Since direct attempts to solve multi-stage (or even 2-stage) stochastic UC as a “monolithic” MILP are rare, it is worthwhile to mention (Jiang et al. 2016), where several valid inequalities are developed to improve the solution capabilities of a direct MILP approach. This allows to solve a 9-stage UUC on a binary tree and a 7-stage UUC on a ternary tree, each with 30 generators.

4.2.2 Scenario decomposition

In Takriti et al. (1996) progressive hedging is used to solve a large-scale bUC with 100 thermal units and 6 hydro ones. Recent dedicated progressive hedging methods are developed in Cheung et al. (2015). A SD scheme is presented in Carøe et al. (1997) and Carøe and Schultz (1998) for solving a two-stage bUC problem (with only a few thermal units), wherein integer variables are restricted to the first stage. The non-anticipativity constraints are dualized by using Lagrangian multipliers, and the overall scheme is inserted into a B&B procedure in order to ensure that an optimal solution is obtained. In Papavasiliou et al. (2011) SD is used, the focus being on reserve requirements in a system with high wind penetration. In Papavasiliou and Oren (2012) the uncertain renewable production is coupled with DR in a market environment. In Papavasiliou et al. (2013) SD is again used to solve a UUC where the uncertainty is caused by wind power generation, taking into account the network constraints. A decomposition approach mixing scenario and Benders’ decomposition is considered in van Ackooij and Malick (2016) which heavily relies on classical tools in deterministic UC (LR, Lagrangian-based primal recovery heuristics and Bundle methods) and needs no specific assumptions on the set of technically feasible schedules; a real-life problem with 136 thermal units, 22 hydro valleys, 96 times steps and 50 scenarios is solved. Relaxing the non-anticipativity constraints is also the approach of Schulze et al. (2017) for multi-stage UUC; the scheme uses a Dantzig–Wolfe master problem with (bundle-like/proximal) stabilization and efficient primal recovery heuristics that allow to obtain very good quality solutions. The non-anticipativity constraints can also be partially relaxed as suggested in Uçkun et al. (2016), where scenarios are regrouped into buckets, within which the constraints are enforced, while they are relaxed across buckets.

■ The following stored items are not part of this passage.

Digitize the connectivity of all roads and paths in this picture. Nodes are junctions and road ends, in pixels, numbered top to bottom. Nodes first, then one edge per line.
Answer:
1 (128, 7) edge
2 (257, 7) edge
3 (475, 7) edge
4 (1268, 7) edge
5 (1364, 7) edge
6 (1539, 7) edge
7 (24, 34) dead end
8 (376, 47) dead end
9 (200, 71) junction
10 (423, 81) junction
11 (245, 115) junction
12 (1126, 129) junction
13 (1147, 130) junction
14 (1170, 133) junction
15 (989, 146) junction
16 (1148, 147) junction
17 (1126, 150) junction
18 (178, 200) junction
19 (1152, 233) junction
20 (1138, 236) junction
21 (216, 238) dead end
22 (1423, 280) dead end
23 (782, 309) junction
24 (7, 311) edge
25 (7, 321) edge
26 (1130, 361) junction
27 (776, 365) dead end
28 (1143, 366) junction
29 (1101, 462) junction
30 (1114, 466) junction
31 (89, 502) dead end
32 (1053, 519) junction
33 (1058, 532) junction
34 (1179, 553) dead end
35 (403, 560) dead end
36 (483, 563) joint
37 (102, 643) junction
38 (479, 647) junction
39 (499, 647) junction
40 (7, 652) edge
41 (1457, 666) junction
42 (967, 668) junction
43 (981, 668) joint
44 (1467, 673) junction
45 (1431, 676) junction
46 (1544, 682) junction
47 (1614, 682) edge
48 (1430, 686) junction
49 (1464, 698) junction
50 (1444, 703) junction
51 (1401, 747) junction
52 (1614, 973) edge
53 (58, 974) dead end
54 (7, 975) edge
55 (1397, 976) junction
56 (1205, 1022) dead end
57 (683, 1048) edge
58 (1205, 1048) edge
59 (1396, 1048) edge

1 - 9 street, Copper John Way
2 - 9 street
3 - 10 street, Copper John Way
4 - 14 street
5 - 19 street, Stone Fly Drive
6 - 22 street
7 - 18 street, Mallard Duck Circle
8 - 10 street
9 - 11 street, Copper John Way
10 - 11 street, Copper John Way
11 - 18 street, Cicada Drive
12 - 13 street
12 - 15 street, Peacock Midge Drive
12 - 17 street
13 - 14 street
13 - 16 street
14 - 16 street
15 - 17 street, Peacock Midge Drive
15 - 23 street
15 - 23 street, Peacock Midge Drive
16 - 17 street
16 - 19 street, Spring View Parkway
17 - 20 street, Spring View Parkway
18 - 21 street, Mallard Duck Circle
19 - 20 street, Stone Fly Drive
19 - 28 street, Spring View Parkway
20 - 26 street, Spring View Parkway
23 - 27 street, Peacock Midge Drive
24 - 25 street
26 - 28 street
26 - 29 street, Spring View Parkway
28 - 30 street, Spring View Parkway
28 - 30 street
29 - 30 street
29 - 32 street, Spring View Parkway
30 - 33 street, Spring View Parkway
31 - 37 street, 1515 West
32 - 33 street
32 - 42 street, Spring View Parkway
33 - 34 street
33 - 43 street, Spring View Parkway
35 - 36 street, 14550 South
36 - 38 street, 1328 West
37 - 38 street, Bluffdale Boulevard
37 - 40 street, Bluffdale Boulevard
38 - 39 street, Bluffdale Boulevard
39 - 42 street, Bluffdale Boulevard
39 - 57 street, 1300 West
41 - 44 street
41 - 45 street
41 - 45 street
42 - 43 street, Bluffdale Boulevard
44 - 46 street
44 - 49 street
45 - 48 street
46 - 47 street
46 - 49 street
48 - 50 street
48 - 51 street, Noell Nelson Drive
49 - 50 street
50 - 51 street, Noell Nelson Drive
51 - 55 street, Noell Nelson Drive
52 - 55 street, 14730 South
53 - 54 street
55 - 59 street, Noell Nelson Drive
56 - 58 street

Starting from a 2-stage stochastic UC, also accounting for OPF, (Wang and Fu 2016) use variable duplication, augmented Lagrangians and the auxiliary problem principle to decompose the original problem into several sub-problems which can then be processed in parallel; large systems are considered, but with only 20 scenarios. A related approach is that of Papavasilou et al. (2015), where a two-stage stochastic UC (with OPF) is solved with high-performance computing employing a parallel LR algorithm. The modelled region is comprised of the California Independent System Operator operated system, as well as its interconnection with the Western Electricity Coordinating Council. The use of high-performance computing for the parallel implementation of the LR is found to reduce computational times of stochastic models to a level that may become acceptable from an operational perspective. Moreover, results indicate that reducing the duality gap of the Lagrangian Relaxation renders similar benefits to increasing the size of the scenario set.

4.2.3 Unit (stochastic) decomposition

The standard UD approach is proposed in Carpentier et al. (1996) for a bUC with 50 thermal units; the demand constraints are relaxed, resulting in stochastic sub-problems which are then solved by DP.

In Römisch and Schultz (1996) a multi-stage hydro-thermal UC problem is considered with random customer load. The load is observed after having chosen the commitment decisions, but the actual generation levels (including continuous hydro generation) are determined once that the load is known. The demand constraint is dualized in a general probabilistic space setting, then the probability measure is discretized; no numerical results are presented.

A multi-stage stochastic programming is proposed in Nowak and Römisch (2000) to deal with a hydro-thermal UC with 25 thermal units and 7 hydro units. Load uncertainty is addressed through the use of UD and DP for solving the stochastic sub-problems; Lagrangian heuristics are then used to recover a primal solution. Similar UD approaches are considered in Dentcheva and Römisch (1998), Nowak (2000) and Gröwe-Kuska et al. (2002).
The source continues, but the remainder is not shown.